## Problem to work on
If a line below contains the string "result", return that line.

## Material provided
Segment Open

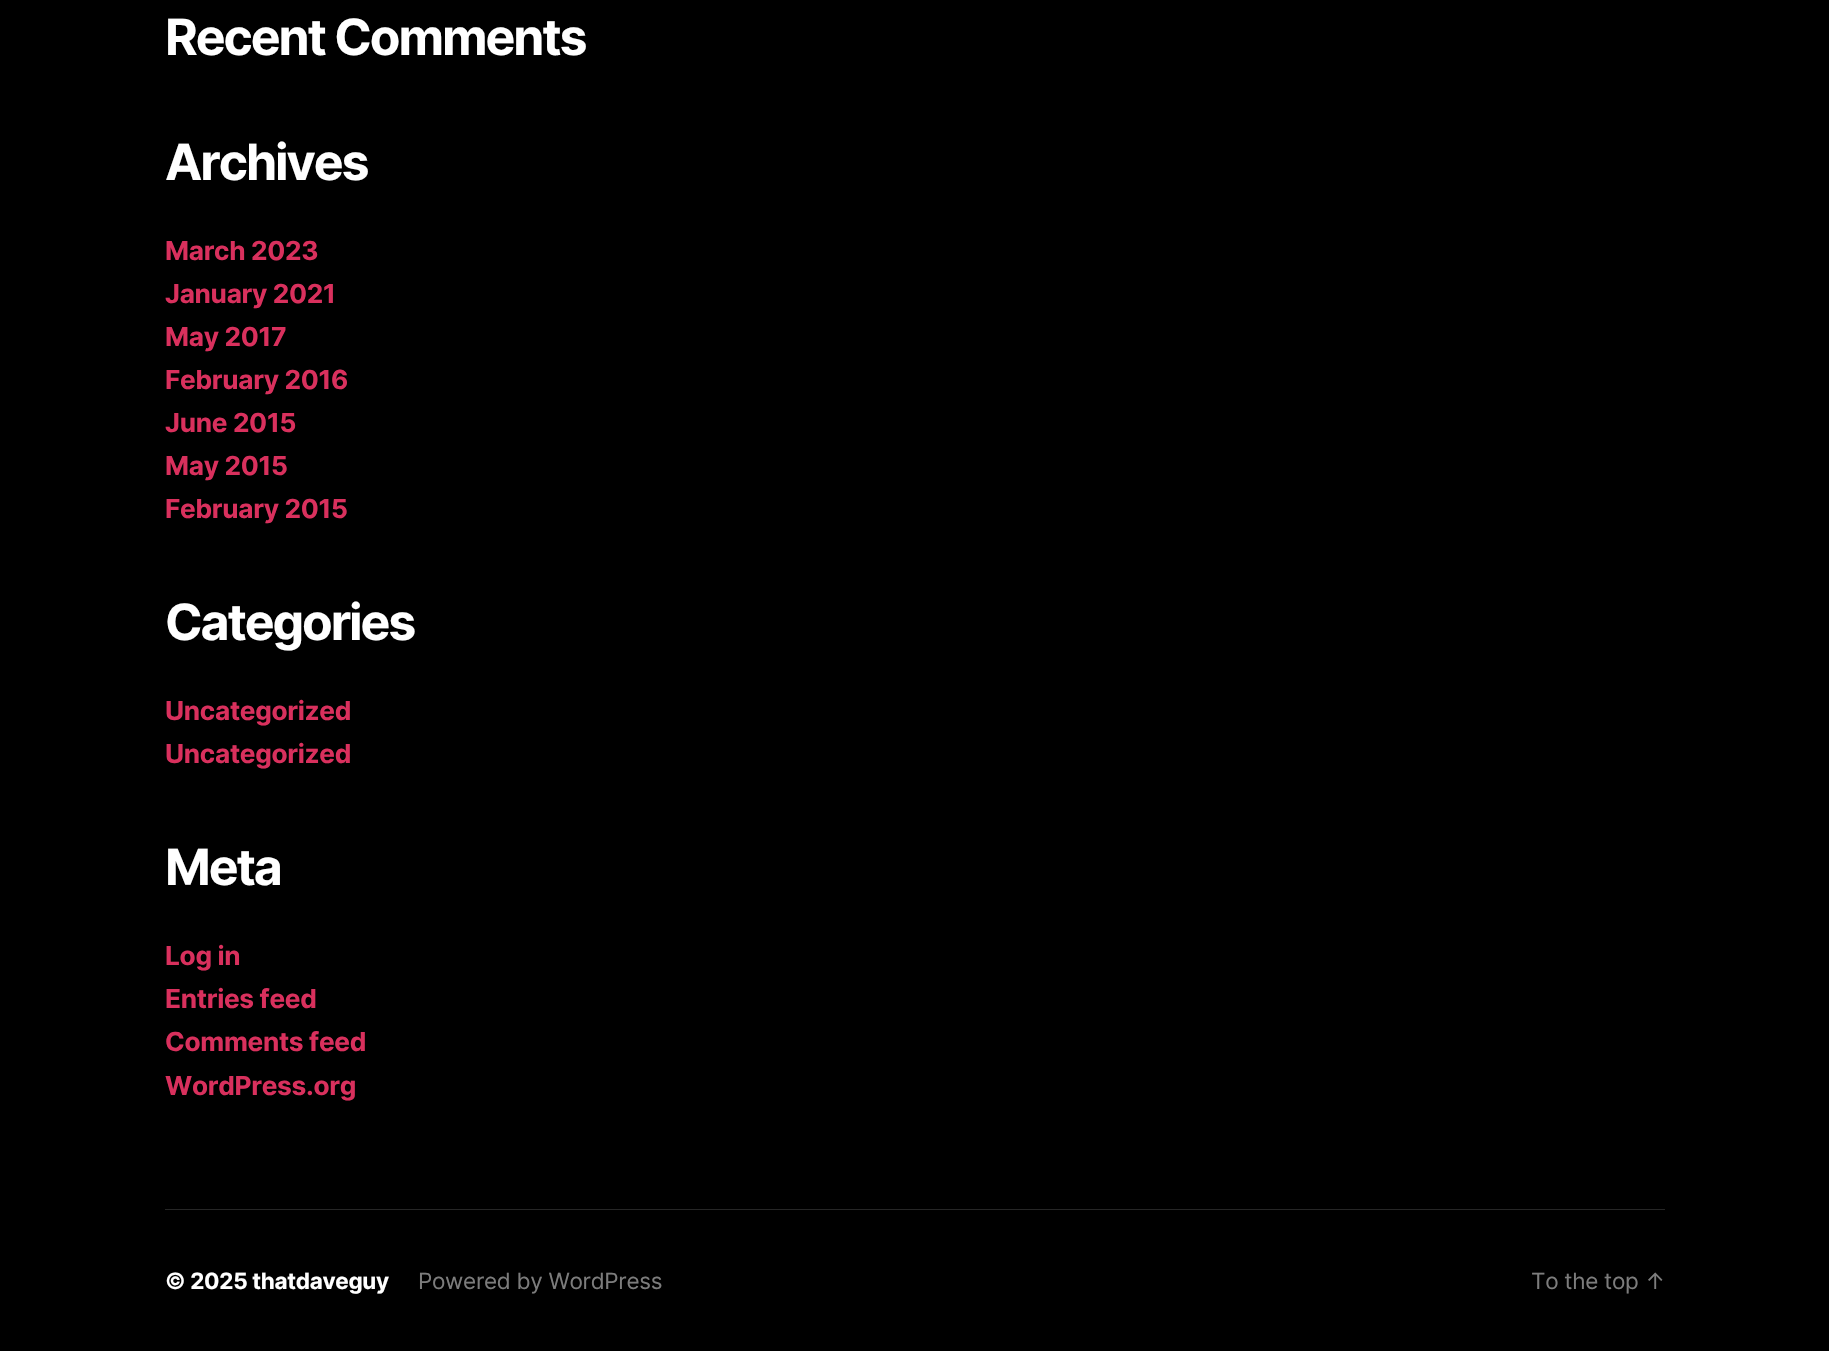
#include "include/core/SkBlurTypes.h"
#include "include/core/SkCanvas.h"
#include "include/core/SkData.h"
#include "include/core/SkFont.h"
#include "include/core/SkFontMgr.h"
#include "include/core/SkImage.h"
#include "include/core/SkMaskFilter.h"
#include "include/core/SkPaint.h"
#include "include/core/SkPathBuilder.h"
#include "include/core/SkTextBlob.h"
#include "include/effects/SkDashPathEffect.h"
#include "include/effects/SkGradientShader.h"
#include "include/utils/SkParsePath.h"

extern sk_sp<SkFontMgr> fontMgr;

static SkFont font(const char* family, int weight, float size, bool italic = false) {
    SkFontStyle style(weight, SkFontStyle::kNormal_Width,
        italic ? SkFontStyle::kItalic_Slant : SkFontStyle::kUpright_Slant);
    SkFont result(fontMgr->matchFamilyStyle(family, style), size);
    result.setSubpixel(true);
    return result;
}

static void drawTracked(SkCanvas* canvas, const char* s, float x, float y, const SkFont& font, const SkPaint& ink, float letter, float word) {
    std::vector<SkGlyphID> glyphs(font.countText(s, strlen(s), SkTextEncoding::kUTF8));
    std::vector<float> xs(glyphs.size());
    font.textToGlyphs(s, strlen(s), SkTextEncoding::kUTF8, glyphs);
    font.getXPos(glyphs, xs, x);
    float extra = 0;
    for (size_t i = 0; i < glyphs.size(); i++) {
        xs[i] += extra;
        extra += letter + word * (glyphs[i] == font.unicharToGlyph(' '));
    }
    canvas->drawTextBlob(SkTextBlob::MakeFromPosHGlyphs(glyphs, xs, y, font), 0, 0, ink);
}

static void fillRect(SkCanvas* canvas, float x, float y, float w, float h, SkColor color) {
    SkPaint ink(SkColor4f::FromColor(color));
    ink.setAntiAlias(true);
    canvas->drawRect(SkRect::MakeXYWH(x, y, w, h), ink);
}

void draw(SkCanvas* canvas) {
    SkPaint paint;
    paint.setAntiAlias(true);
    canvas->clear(0xFF000000);
    fillRect(canvas, 165, 1209, 1500, 1, 0xFF262626);
    SkFont font1 = font("Inter", 700, 50);
    paint.setColor(0xFFFFFFFF);
    drawTracked(canvas, "Recent Comments", 165, 55, font1, paint, -2.1f, 0);
    drawTracked(canvas, "Archives", 165, 180, font1, paint, -2.1f, 0);
    SkFont font2 = font("Inter", 700, 26.25f);
    paint.setColor(0xFFD9305D);
    drawTracked(canvas, "March 2023", 165, 260, font2, paint, -0.3f, 0);
    drawTracked(canvas, "January 2021", 165, 303, font2, paint, -0.3f, 0);
    drawTracked(canvas, "May 2017", 165, 346, font2, paint, -0.3f, 0);
    drawTracked(canvas, "February 2016", 165, 389, font2, paint, -0.3f, 0);
    drawTracked(canvas, "June 2015", 165, 432, font2, paint, -0.3f, 0);
    drawTracked(canvas, "May 2015", 165, 475, font2, paint, -0.3f, 0);
    drawTracked(canvas, "February 2015", 165, 518, font2, paint, -0.3f, 0);
    paint.setColor(0xFFFFFFFF);
    drawTracked(canvas, "Categories", 165, 640, font1, paint, -2.1f, 0);
    paint.setColor(0xFFD9305D);
    drawTracked(canvas, "Uncategorized", 165, 720, font2, paint, -0.3f, 0);
    drawTracked(canvas, "Uncategorized", 165, 763, font2, paint, -0.3f, 0);
    paint.setColor(0xFFFFFFFF);
    drawTracked(canvas, "Meta", 165, 885, font1, paint, -2.1f, 0);
    paint.setColor(0xFFD9305D);
    drawTracked(canvas, "Log in", 165, 965, font2, paint, -0.3f, 0);
    drawTracked(canvas, "Entries feed", 165, 1008, font2, paint, -0.3f, 0);
    drawTracked(canvas, "Comments feed", 165, 1051, font2, paint, -0.3f, 0);
    drawTracked(canvas, "WordPress.org", 165, 1095, font2, paint, -0.3f, 0);
    SkFont font3 = font("Inter", 700, 22.5f);
    paint.setColor(0xFFFFFFFF);
    drawTracked(canvas, "© 2025 thatdaveguy", 165, 1289, font3, paint, -0.3f, 0);
    SkFont font4 = font("Inter", 400, 22.5f);
    paint.setColor(0xFF7C7C7C);
    drawTracked(canvas, "Powered by WordPress", 418, 1289, font4, paint, -0.3f, 0);
    drawTracked(canvas, "To the top ↑", 1531, 1289, font4, paint, -0.3f, 0);
}
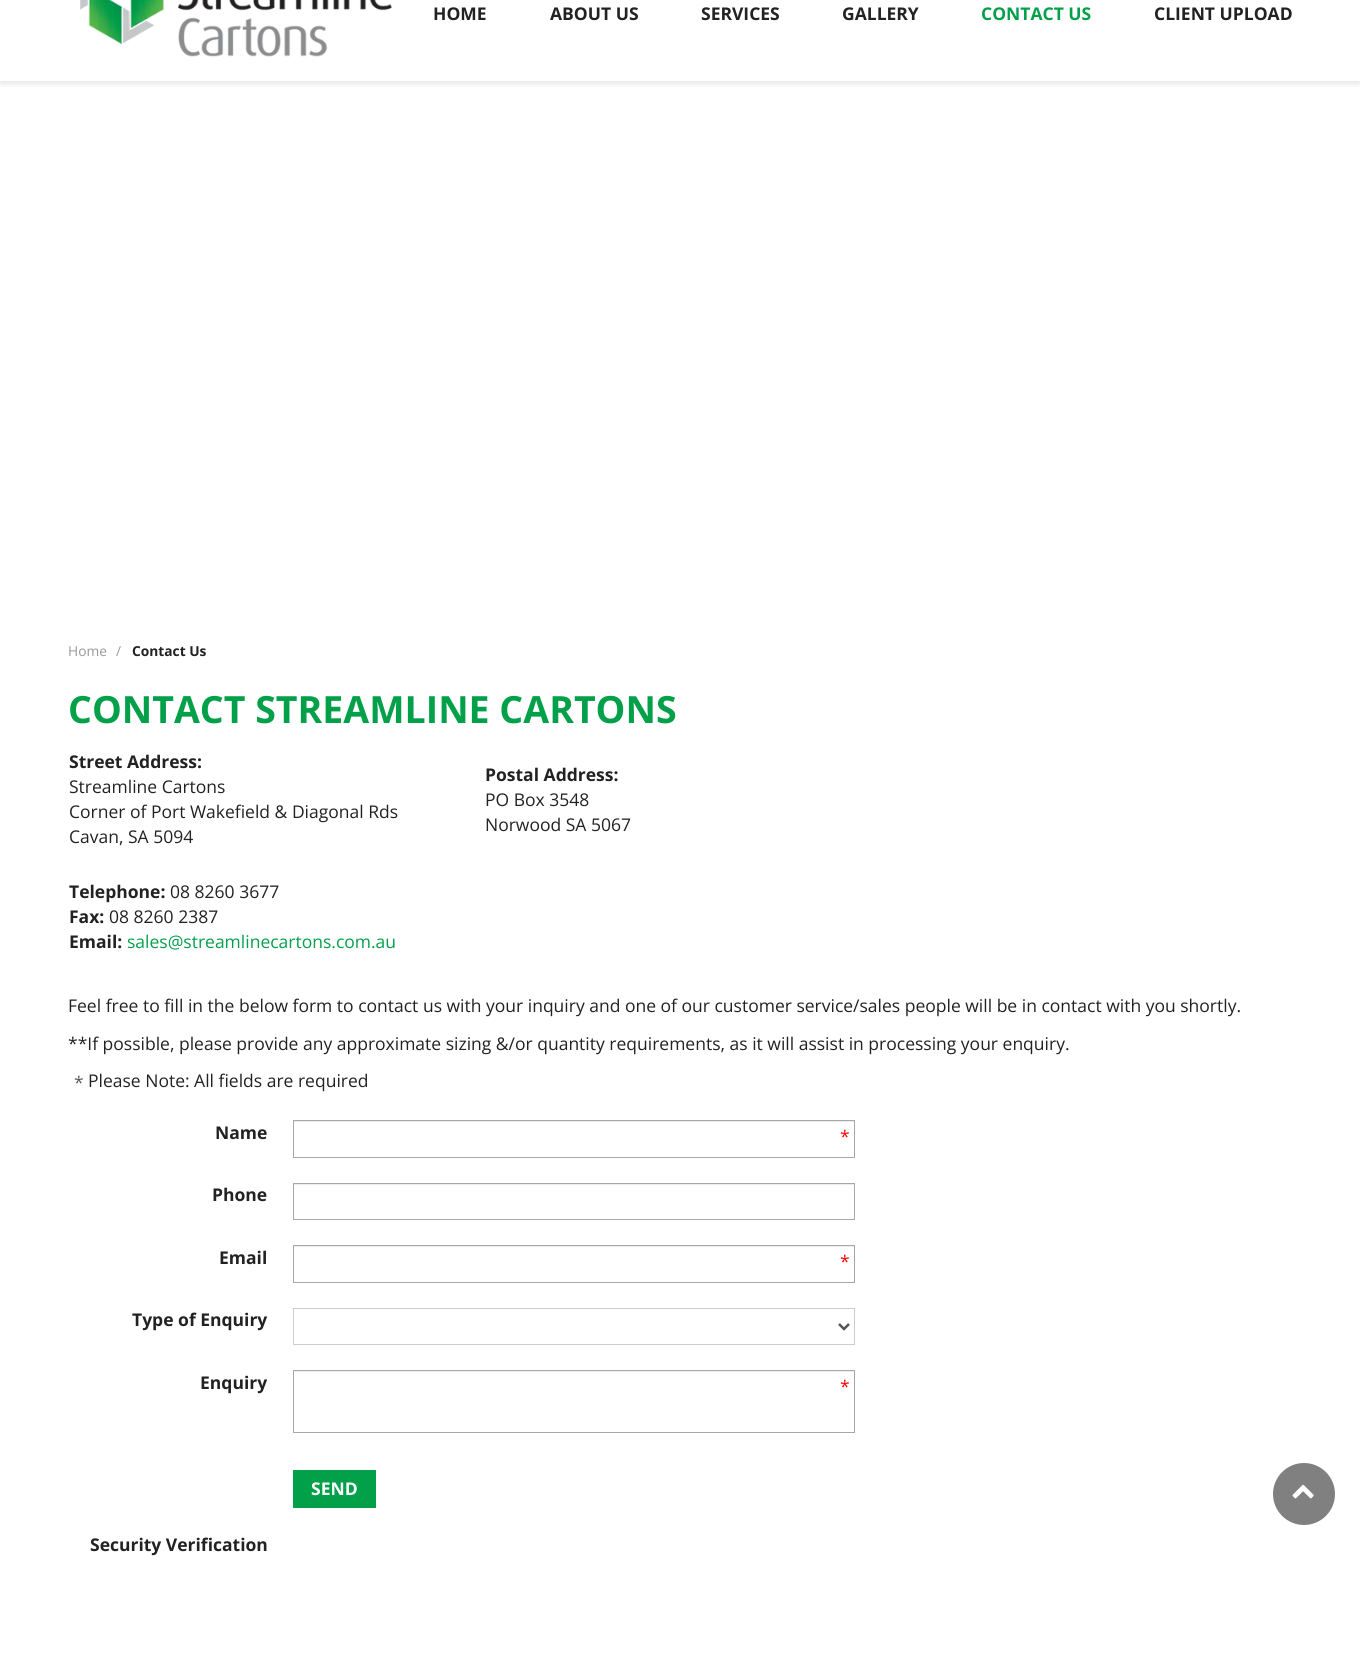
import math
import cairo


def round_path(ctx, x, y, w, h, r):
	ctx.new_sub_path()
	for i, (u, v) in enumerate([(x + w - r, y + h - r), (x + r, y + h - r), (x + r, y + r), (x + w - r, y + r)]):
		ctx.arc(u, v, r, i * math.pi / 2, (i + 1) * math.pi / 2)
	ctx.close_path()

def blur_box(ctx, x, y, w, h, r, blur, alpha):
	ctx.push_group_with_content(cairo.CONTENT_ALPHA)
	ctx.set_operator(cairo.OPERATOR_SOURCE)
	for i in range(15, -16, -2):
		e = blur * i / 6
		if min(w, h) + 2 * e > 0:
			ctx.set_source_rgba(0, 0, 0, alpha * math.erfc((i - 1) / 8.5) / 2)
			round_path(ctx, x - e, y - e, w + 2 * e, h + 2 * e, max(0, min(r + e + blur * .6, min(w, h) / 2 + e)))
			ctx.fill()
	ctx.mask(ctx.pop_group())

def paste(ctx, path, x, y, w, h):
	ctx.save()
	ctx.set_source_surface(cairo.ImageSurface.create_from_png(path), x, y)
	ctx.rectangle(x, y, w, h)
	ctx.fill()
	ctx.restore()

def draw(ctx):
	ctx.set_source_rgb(1, 1, 1)
	ctx.paint()
	ctx.save()
	ctx.rectangle(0, 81, 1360, 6)
	ctx.clip()
	ctx.set_source_rgb(0, 0, 0)
	blur_box(ctx, 0, -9, 1360, 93, 0, 3, 0.1)
	ctx.restore()
	paste(ctx, 'media/1.png', 80, 0, 312, 57)
	ctx.select_font_face('Open Sans', cairo.FONT_SLANT_NORMAL, cairo.FONT_WEIGHT_BOLD)
	ctx.set_font_size(17.5)
	ctx.set_source_rgb(0.133, 0.133, 0.133)
	for x, y, s in [
		(433, 20, 'HOME'),
		(550, 20, 'ABOUT US'),
		(701, 20, 'SERVICES'),
		(842, 20, 'GALLERY'),
	]:
		ctx.move_to(x, y)
		ctx.show_text(s)
	ctx.set_source_rgb(0.012, 0.627, 0.29)
	ctx.move_to(981, 20)
	ctx.show_text('CONTACT US')
	ctx.set_source_rgb(0.133, 0.133, 0.133)
	ctx.move_to(1154, 20)
	ctx.show_text('CLIENT UPLOAD')
	ctx.select_font_face('Open Sans')
	ctx.set_font_size(13.75)
	ctx.set_source_rgb(0.6, 0.6, 0.6)
	ctx.move_to(68, 656)
	ctx.show_text('Home')
	ctx.move_to(116, 656)
	ctx.show_text('/')
	ctx.select_font_face('Open Sans', cairo.FONT_SLANT_NORMAL, cairo.FONT_WEIGHT_BOLD)
	ctx.set_source_rgb(0.133, 0.133, 0.133)
	ctx.move_to(132, 656)
	ctx.show_text('Contact Us')
	ctx.set_font_size(37.5)
	ctx.set_source_rgb(0.012, 0.627, 0.29)
	ctx.move_to(68, 723)
	ctx.show_text('CONTACT STREAMLINE CARTONS')
	ctx.set_font_size(17.5)
	ctx.set_source_rgb(0.133, 0.133, 0.133)
	ctx.move_to(69, 768)
	ctx.show_text('Street Address:')
	ctx.select_font_face('Open Sans')
	for x, y, s in [
		(69, 793, 'Streamline Cartons'),
		(69, 818, 'Corner of Port Wakefield & Diagonal Rds'),
		(69, 843, 'Cavan, SA 5094'),
	]:
		ctx.move_to(x, y)
		ctx.show_text(s)
	ctx.select_font_face('Open Sans', cairo.FONT_SLANT_NORMAL, cairo.FONT_WEIGHT_BOLD)
	ctx.move_to(485, 781)
	ctx.show_text('Postal Address:')
	ctx.select_font_face('Open Sans')
	ctx.move_to(485, 806)
	ctx.show_text('PO Box 3548')
	ctx.move_to(485, 831)
	ctx.show_text('Norwood SA 5067')
	ctx.select_font_face('Open Sans', cairo.FONT_SLANT_NORMAL, cairo.FONT_WEIGHT_BOLD)
	ctx.move_to(69, 898)
	ctx.show_text('Telephone:')
	ctx.select_font_face('Open Sans')
	ctx.move_to(170, 898)
	ctx.show_text('08 8260 3677')
	ctx.select_font_face('Open Sans', cairo.FONT_SLANT_NORMAL, cairo.FONT_WEIGHT_BOLD)
	ctx.move_to(69, 923)
	ctx.show_text('Fax:')
	ctx.select_font_face('Open Sans')
	ctx.move_to(109, 923)
	ctx.show_text('08 8260 2387')
	ctx.select_font_face('Open Sans', cairo.FONT_SLANT_NORMAL, cairo.FONT_WEIGHT_BOLD)
	ctx.move_to(69, 948)
	ctx.show_text('Email:')
	ctx.select_font_face('Open Sans')
	ctx.set_source_rgb(0.012, 0.627, 0.29)
	ctx.move_to(127, 948)
	ctx.show_text('sales@streamlinecartons.com.au')
	ctx.set_source_rgb(0.133, 0.133, 0.133)
	ctx.move_to(68, 1012)
	ctx.show_text('Feel free to fill in the below form to contact us with your inquiry and one of our customer service/sales people will be in contact with you shortly.')
	ctx.move_to(68, 1050)
	ctx.show_text('**If possible, please provide any approximate sizing &/or quantity requirements, as it will assist in processing your enquiry.')
	ctx.set_source_rgb(0.349, 0.349, 0.349)
	ctx.move_to(74, 1089)
	ctx.show_text('*')
	ctx.set_source_rgb(0.133, 0.133, 0.133)
	ctx.move_to(88, 1087)
	ctx.show_text('Please Note: All fields are required')
	ctx.select_font_face('Open Sans', cairo.FONT_SLANT_NORMAL, cairo.FONT_WEIGHT_BOLD)
	ctx.move_to(215, 1139)
	ctx.show_text('Name')
	ctx.set_source_rgb(0.925, 0.925, 0.925)
	ctx.rectangle(294, 1121, 560, 1)
	ctx.fill()
	ctx.rectangle(293.5, 1120.5, 561, 37)
	ctx.set_source_rgb(0.651, 0.659, 0.671)
	ctx.set_line_width(1)
	ctx.stroke()
	ctx.select_font_face('Open Sans')
	ctx.set_source_rgb(1, 0, 0)
	ctx.move_to(840, 1143)
	ctx.show_text('*')
	ctx.select_font_face('Open Sans', cairo.FONT_SLANT_NORMAL, cairo.FONT_WEIGHT_BOLD)
	ctx.set_source_rgb(0.133, 0.133, 0.133)
	ctx.move_to(212, 1201)
	ctx.show_text('Phone')
	ctx.set_source_rgb(0.925, 0.925, 0.925)
	ctx.rectangle(294, 1184, 560, 1)
	ctx.fill()
	ctx.rectangle(293.5, 1183.5, 561, 36)
	ctx.set_source_rgb(0.651, 0.659, 0.671)
	ctx.stroke()
	ctx.set_source_rgb(0.133, 0.133, 0.133)
	ctx.move_to(219, 1264)
	ctx.show_text('Email')
	ctx.set_source_rgb(0.925, 0.925, 0.925)
	ctx.rectangle(294, 1246, 560, 1)
	ctx.fill()
	ctx.rectangle(293.5, 1245.5, 561, 37)
	ctx.set_source_rgb(0.651, 0.659, 0.671)
	ctx.stroke()
	ctx.select_font_face('Open Sans')
	ctx.set_source_rgb(1, 0, 0)
	ctx.move_to(840, 1268)
	ctx.show_text('*')
	ctx.select_font_face('Open Sans', cairo.FONT_SLANT_NORMAL, cairo.FONT_WEIGHT_BOLD)
	ctx.set_source_rgb(0.133, 0.133, 0.133)
	ctx.move_to(132, 1326)
	ctx.show_text('Type of Enquiry')
	ctx.rectangle(293.5, 1308.5, 561, 36)
	ctx.set_source_rgb(0.8, 0.8, 0.8)
	ctx.stroke()
	ctx.new_path()
	ctx.move_to(839, 1324)
	ctx.line_to(844, 1329)
	ctx.line_to(849, 1324)
	ctx.set_source_rgb(0.333, 0.333, 0.333)
	ctx.set_line_width(2.5)
	ctx.stroke()
	ctx.set_source_rgb(0.133, 0.133, 0.133)
	ctx.move_to(200, 1389)
	ctx.show_text('Enquiry')
	ctx.set_source_rgb(0.925, 0.925, 0.925)
	ctx.rectangle(294, 1371, 560, 1)
	ctx.fill()
	ctx.rectangle(293.5, 1370.5, 561, 62)
	ctx.set_source_rgb(0.651, 0.659, 0.671)
	ctx.set_line_width(1)
	ctx.stroke()
	ctx.select_font_face('Open Sans')
	ctx.set_source_rgb(1, 0, 0)
	ctx.move_to(840, 1393)
	ctx.show_text('*')
	ctx.set_source_rgb(0.012, 0.627, 0.29)
	ctx.rectangle(293, 1470, 83, 38)
	ctx.fill()
	ctx.select_font_face('Open Sans', cairo.FONT_SLANT_NORMAL, cairo.FONT_WEIGHT_BOLD)
	ctx.set_source_rgb(1, 1, 1)
	ctx.move_to(311, 1495)
	ctx.show_text('SEND')
	ctx.set_source_rgb(0.133, 0.133, 0.133)
	ctx.move_to(90, 1551)
	ctx.show_text('Security Verification')
	ctx.set_source_rgb(0.502, 0.502, 0.502)
	ctx.new_path()
	ctx.arc(1304, 1494, 31, 0, 2 * math.pi)
	ctx.fill()
	paste(ctx, 'media/2.png', 1292, 1484, 22, 15)


surface = cairo.ImageSurface(cairo.FORMAT_RGB24, 1360, 1674)
ctx = cairo.Context(surface)
options = cairo.FontOptions()
options.set_hint_metrics(cairo.HINT_METRICS_OFF)
options.set_hint_style(cairo.HINT_STYLE_NONE)
ctx.set_font_options(options)
ctx.set_miter_limit(4)
draw(ctx)
surface.write_to_png('image.png')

Segment Closed

## Answer
    SkFont result(fontMgr->matchFamilyStyle(family, style), size);
    result.setSubpixel(true);
    return result;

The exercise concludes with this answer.